Oggi stavo navigando la rete per dare uno sguardo veloce alle news di altri paesi e, caso vuole, sia finito su un pezzo dell’Huffington Post inerente al come sia ora di usufruire dei videogame direttamente su formato digitale piuttosto che sprecare preziose materie plastiche per formare quegli antiestetici dischi, ormai utili esclusivamente per appagare i collezionisti più nostalgici. Damon Beres, infatti, ha esposto come i bluray che acquistiamo comunemente nei negozi funzionino al meglio solamente se installati sulla memoria interna delle moderne consolle. La componente fisica, ormai resa obsoleta anche solo dalle pesantissime patch, risulta ulteriormente vetusta se si considerano gli ottimi servizi offerti da PlayStation, Xbox One e Steam. Non sorprende quindi che, facendo riferimento alle dichiarazioni di SuperData, l’acquisto di giochi scaricabili dalla Rete abbia registrato un picco di crescita, se comparato alle statistiche dell’anno scorso. Ben memore delle lunghissime installazioni di Metal Gear Solid 4 e obbligato a comprare un HD esterno per far fronte agli aggiornamenti della Wii-U, posso capire alcuni dei punti sopra menzionati, ma si può davvero affermare il mondo videoludico sia pronto per questo grande passo?

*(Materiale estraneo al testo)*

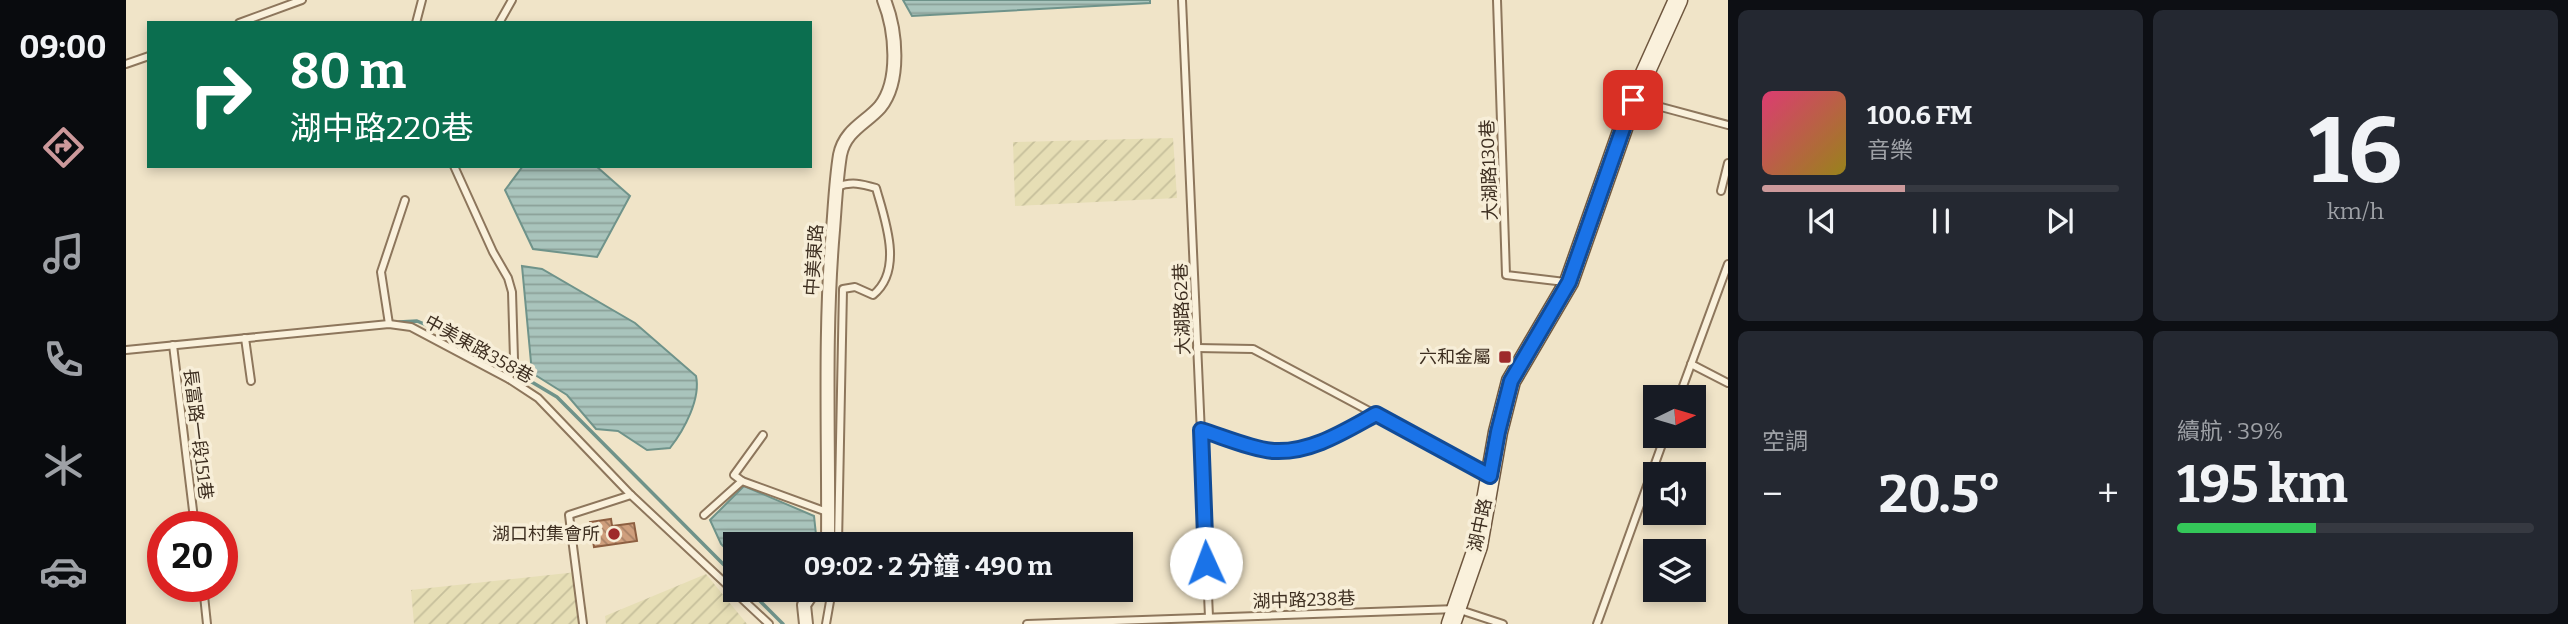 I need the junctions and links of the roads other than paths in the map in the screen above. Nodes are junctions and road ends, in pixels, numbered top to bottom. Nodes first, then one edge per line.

Non posso controbattere in alcun modo quanto suggerito da Beres… è stato estremamente accorto e si è limitato a esporre affermazioni innegabilmente sensate! Nonostante tutto mi permetto di “ribattergli” rendendo pubblica la mia personale visione dei fatti, la stessa visione che rafforza il mio essere fermo sostenitore della produzione fisica dei dischi di gioco. Il primo ovvio punto da prendere in considerazione è quello che porta le case produttrici a premere sull’acceleratore per rendere l’acquisto tramite il web universalmente diffuso: il mercato dell’usato. Qualora il mondo videoludico si privasse della componente materiale sarebbe pressoché impossibile comprare o vendere titoli di seconda mano. Certo, forse si potrebbero introdurre valide alternative, ma le aziende sembrano ben poco interessate a queste evenienze, preferendo scaricare ogni problema sull’usato senza considerare che gli individui che vi fanno ricorso difficilmente finanzierebbero un titolo a prezzo di copertina. Rimanendo in tema di vil denaro, v’è da dire che il tanto decantato servizio dei negozi digitali su consolle, in verità , è ben poco virtuoso. Fin troppo spesso questi esercenti propongono listini molto onerosi, chiedendo le medesime somme dei tradizionali negozi o, addirittura, proponendo il prezzo pieno per versioni virtuali di oggetti che vengono altrimenti accompagnati da super sconti. Il risparmio accumulato evitando la stampa del videogioco, insomma, non viene smezzato equamente tra distributore e cliente, portando il pubblico a finanziare per intero un qualcosa che, di fatto, risulta gambizzato poiché mancante di una parte.
Un ultimo passaggio è quello assolutamente più importante di tutti: il possesso del titolo di gioco. Se durante l’acquisto di un videogioco online siete soliti saltare i testi di contratto accettando qualsiasi clausola pur di accelerare la registrazione è facile non ve ne siate accorti, ma in quei testi si è spesso avvisati di come la transizione che si sta effettuando sia intesa esclusivamente per la concessione d’uso del prodotto e, tra le altre, può essere ritirata in qualsiasi momento. Cosa vuol dire? Vuol dire che non si possiede effettivamente il gioco e capita che quanto si è pagato possa scomparire nel nulla senza troppe cerimonie. Suona come una cosa al di là della legalità , ma come ci insegna John Walker la verità è che nessuno sa veramente dire come sia gestito il campo normativo del settore e si rimane sospesi in una ambiguità senza pari che torna comoda a diverse ditte. Konami, per esempio, pare esistere esclusivamente per fornire esempi atti ad analizzare questo tema. Già in passato aveva rimosso i vecchi arcade dei Simpsons e degli X-Men a causa di diatribe inerenti le licenze (allora aveva giustamente lasciato la possibilità a chi aveva già finanziato i titoli di scaricarli direttamente dallo storico degli acquisti PSN o Xbox Live), ma ben più impressionante è stato il tragicomico caso di P. T. per il quale la prestigiosa azienda nipponica ha creato uno sbarramento totale condannando il playable trailer a una damnatio memoriae senza precedenti.
Credo si possa dire, pertanto, che le osservazioni dell’Huffington Post, per quanto corrette, siano incomplete se non addirittura faziose; gli acquisti digitali, ora come ora, non sono assolutamente comparabili all’acquisto fisico del videogioco desiderato, anche fosse solamente perché la Konami non si azzarda ancora a sfondare le porte di casa per andare a saccheggiare le videoteche dei malcapitati di turno.